France: l'impôt de 75% invalidé

Le président François Hollande
Image caption Le président François Hollande souhaite que les sacrifices demandés aux Français pour redresser le pays soient équitablement partagés.

Le Conseil constitutionnel français a invalidé la tranche d'impôts à 75 pc pour les plus hauts revenus, votée dans le budget 2013 pour réduire les déficits publics.
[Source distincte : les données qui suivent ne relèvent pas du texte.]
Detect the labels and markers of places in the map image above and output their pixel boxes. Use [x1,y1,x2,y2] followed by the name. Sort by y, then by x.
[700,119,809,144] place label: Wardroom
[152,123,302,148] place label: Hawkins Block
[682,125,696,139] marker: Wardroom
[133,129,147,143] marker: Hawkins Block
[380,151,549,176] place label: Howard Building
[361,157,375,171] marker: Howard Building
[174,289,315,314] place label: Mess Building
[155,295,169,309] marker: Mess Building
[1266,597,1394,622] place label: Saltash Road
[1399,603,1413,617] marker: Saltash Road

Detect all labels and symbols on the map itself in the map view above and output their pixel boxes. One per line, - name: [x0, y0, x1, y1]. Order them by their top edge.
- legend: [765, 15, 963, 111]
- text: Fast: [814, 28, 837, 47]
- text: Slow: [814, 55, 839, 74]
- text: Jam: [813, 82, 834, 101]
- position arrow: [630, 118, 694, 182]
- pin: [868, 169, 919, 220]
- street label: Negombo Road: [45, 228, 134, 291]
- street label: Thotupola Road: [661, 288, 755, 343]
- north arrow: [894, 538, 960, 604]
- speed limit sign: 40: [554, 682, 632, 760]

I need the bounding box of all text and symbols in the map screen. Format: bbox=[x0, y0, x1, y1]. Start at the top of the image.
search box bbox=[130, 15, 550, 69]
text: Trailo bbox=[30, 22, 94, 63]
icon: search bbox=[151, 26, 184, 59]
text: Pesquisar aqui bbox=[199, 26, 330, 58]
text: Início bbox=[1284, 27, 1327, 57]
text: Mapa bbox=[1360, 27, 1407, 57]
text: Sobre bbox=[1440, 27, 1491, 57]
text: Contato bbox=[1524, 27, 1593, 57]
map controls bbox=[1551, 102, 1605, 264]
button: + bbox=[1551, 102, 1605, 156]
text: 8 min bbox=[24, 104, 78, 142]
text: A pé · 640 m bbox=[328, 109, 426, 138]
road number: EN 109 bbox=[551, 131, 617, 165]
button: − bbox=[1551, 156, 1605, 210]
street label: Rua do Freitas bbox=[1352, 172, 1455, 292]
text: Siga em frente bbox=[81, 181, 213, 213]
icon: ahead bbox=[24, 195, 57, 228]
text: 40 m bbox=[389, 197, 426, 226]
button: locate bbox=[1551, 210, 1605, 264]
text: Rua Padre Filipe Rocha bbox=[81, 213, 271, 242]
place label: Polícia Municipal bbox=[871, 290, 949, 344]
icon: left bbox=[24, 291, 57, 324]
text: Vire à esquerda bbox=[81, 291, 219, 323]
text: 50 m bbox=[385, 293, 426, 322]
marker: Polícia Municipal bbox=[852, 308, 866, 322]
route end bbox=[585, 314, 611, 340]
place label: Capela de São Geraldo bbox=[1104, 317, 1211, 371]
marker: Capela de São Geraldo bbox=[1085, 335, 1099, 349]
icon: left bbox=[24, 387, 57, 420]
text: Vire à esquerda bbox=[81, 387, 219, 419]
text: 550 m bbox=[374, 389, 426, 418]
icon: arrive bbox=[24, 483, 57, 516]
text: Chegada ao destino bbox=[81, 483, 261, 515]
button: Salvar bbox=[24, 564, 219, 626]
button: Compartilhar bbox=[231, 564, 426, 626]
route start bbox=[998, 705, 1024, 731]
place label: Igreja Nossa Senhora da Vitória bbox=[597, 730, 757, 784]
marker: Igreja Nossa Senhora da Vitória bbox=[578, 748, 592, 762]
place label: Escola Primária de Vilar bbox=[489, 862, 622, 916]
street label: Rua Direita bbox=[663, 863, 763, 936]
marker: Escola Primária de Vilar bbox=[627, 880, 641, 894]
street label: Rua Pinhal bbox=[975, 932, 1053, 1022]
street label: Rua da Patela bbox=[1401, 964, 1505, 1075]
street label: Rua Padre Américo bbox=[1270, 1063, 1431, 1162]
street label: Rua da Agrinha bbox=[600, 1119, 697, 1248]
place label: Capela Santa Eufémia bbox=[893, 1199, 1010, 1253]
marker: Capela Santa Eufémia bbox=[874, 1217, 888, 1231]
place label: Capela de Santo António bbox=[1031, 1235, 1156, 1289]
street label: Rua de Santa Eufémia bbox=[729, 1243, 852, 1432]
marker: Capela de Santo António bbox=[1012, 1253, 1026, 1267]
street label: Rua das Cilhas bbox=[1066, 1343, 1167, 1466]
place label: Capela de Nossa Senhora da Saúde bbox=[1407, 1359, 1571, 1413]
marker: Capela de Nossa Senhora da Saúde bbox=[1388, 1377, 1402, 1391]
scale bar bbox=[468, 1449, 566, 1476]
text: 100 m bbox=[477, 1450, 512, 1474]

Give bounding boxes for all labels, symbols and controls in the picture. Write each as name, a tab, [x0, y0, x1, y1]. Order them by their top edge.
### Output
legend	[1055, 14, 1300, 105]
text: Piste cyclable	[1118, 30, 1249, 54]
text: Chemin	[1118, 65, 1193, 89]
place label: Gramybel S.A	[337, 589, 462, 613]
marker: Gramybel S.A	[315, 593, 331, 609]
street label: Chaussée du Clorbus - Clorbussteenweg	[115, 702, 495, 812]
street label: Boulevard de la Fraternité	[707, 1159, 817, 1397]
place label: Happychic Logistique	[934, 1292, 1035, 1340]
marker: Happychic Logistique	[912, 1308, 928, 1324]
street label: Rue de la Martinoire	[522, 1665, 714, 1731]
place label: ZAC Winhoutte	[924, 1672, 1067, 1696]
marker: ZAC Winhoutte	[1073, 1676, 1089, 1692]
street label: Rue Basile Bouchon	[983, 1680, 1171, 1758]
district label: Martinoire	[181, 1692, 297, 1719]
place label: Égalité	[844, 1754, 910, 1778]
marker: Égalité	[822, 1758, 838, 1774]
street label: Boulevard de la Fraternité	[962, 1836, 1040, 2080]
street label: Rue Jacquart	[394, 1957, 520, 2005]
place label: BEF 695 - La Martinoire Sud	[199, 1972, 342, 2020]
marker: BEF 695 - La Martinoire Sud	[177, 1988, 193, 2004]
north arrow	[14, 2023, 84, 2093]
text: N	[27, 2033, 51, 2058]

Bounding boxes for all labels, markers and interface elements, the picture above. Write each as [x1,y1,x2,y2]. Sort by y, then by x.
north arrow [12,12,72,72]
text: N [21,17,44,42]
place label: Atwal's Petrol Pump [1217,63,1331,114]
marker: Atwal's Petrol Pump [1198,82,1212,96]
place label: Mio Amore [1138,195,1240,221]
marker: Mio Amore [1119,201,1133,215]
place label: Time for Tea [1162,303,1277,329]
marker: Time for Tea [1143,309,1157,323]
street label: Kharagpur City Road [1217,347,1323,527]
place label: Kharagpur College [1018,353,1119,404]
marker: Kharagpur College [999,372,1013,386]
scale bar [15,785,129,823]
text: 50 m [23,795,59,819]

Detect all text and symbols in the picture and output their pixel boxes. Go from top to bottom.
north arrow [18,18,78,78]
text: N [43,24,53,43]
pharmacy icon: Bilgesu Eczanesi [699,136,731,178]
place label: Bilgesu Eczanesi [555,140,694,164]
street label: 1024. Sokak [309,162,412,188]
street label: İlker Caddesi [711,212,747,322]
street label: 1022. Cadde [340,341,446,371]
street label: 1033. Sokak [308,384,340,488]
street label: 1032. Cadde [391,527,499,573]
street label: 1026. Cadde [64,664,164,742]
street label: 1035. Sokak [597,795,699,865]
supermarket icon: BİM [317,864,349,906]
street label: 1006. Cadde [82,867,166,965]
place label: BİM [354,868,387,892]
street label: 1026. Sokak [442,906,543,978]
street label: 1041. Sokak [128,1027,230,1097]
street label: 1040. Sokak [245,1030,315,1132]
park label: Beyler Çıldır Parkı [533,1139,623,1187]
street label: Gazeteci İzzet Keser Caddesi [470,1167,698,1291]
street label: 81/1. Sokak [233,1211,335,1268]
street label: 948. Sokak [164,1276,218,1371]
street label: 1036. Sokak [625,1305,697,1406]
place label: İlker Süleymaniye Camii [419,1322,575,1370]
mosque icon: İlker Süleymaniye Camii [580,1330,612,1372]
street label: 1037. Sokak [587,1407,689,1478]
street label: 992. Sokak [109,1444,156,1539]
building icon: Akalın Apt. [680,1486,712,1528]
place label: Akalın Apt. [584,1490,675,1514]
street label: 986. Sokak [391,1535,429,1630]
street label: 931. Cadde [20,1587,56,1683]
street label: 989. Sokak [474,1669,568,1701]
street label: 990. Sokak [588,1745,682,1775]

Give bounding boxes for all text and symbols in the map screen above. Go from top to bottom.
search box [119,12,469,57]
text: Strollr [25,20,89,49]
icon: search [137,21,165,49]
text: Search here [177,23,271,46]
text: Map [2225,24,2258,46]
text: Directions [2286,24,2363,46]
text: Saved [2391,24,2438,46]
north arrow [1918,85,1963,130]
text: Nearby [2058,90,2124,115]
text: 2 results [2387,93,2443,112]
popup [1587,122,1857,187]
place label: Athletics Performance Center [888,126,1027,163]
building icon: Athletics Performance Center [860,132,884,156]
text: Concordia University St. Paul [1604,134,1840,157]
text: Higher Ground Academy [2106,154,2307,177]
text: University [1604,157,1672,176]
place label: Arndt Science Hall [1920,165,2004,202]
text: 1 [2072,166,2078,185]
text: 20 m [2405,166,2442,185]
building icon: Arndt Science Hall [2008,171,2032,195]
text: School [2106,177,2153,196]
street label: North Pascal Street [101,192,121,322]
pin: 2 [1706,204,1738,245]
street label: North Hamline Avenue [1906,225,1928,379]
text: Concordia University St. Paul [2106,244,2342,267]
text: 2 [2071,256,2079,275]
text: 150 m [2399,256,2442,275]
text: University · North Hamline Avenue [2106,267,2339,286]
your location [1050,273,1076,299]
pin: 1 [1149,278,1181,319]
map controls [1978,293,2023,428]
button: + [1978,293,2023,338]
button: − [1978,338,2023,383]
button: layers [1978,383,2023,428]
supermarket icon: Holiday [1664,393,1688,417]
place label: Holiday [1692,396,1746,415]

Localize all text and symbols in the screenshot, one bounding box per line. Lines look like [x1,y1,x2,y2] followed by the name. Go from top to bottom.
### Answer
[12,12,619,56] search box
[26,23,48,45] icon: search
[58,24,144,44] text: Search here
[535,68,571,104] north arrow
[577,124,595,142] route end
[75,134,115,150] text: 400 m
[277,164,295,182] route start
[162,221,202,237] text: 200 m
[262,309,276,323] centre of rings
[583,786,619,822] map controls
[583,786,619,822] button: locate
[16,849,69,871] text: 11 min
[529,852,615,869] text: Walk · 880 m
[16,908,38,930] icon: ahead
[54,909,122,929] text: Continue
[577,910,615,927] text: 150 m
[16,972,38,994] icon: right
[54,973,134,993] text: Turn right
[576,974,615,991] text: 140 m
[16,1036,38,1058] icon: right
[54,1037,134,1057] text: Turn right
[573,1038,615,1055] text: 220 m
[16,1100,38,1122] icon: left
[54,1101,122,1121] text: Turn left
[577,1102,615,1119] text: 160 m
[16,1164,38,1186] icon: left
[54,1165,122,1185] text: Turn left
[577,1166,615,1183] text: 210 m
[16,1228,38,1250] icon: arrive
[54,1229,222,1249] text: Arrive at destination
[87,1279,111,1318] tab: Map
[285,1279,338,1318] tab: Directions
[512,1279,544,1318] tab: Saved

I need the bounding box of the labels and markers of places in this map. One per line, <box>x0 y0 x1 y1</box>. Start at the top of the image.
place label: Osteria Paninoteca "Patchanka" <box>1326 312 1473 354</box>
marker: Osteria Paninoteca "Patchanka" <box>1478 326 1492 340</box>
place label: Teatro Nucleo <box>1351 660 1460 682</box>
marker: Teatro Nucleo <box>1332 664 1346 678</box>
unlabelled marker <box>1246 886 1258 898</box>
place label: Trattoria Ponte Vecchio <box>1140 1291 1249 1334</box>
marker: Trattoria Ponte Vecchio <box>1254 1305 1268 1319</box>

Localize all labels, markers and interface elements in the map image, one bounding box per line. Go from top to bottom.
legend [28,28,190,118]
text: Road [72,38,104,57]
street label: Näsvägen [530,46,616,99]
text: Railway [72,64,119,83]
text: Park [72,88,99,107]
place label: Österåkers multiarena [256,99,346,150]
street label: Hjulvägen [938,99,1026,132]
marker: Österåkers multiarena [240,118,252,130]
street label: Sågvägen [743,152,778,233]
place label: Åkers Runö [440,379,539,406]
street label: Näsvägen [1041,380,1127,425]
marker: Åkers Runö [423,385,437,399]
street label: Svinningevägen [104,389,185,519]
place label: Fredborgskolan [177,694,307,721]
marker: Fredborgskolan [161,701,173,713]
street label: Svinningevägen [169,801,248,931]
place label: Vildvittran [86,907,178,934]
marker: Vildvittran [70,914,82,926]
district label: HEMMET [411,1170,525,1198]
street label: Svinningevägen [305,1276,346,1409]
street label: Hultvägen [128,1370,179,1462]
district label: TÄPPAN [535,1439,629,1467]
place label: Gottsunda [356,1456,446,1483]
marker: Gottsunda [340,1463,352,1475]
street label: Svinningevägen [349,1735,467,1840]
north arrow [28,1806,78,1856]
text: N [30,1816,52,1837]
C'est l'une des mesures les plus emblématiques et contestées du gouvernement socialiste du président François Hollande.

Le Premier ministre Jean-Marc Ayrault a aussitôt pris acte de cette décision et annoncé que "le gouvernement proposera un dispositif nouveau conforme aux principes posés par la décision du Conseil constitutionnel".

Saisi par les parlementaires de l'opposition de droite, le Conseil constitutionnel a estimé que la taxe exceptionnelle de 75% sur la tranche des revenus supérieurs à un million d'euros prévue pour deux ans et contenue dans le budget 2013, méconnaissait le principe d'égalité des charges.

Elle est en effet "assise sur les revenus de chaque personne physique" alors que l'impôt sur le revenu est prélevé "par foyer".

La censure du Conseil ne porte pas sur le caractère présumé confiscatoire de cette mesure dénoncé par ses détracteurs, mais sur le fait qu'un ménage dont chaque membre percevrait par exemple un revenu de 900.000 euros se trouverait exempté, tandis qu'un autre, dont un seul membre gagnerait 1,2 million d'euros et l'autre rien, devrait l'acquitter.

En annonçant durant la campagne présidentielle son intention de créer une super-taxe sur les super-riches, qui ne figurait pas dans ses "60 engagements" de son quinquennat, le candidat socialiste à l'Elysée avait ouvert une polémique.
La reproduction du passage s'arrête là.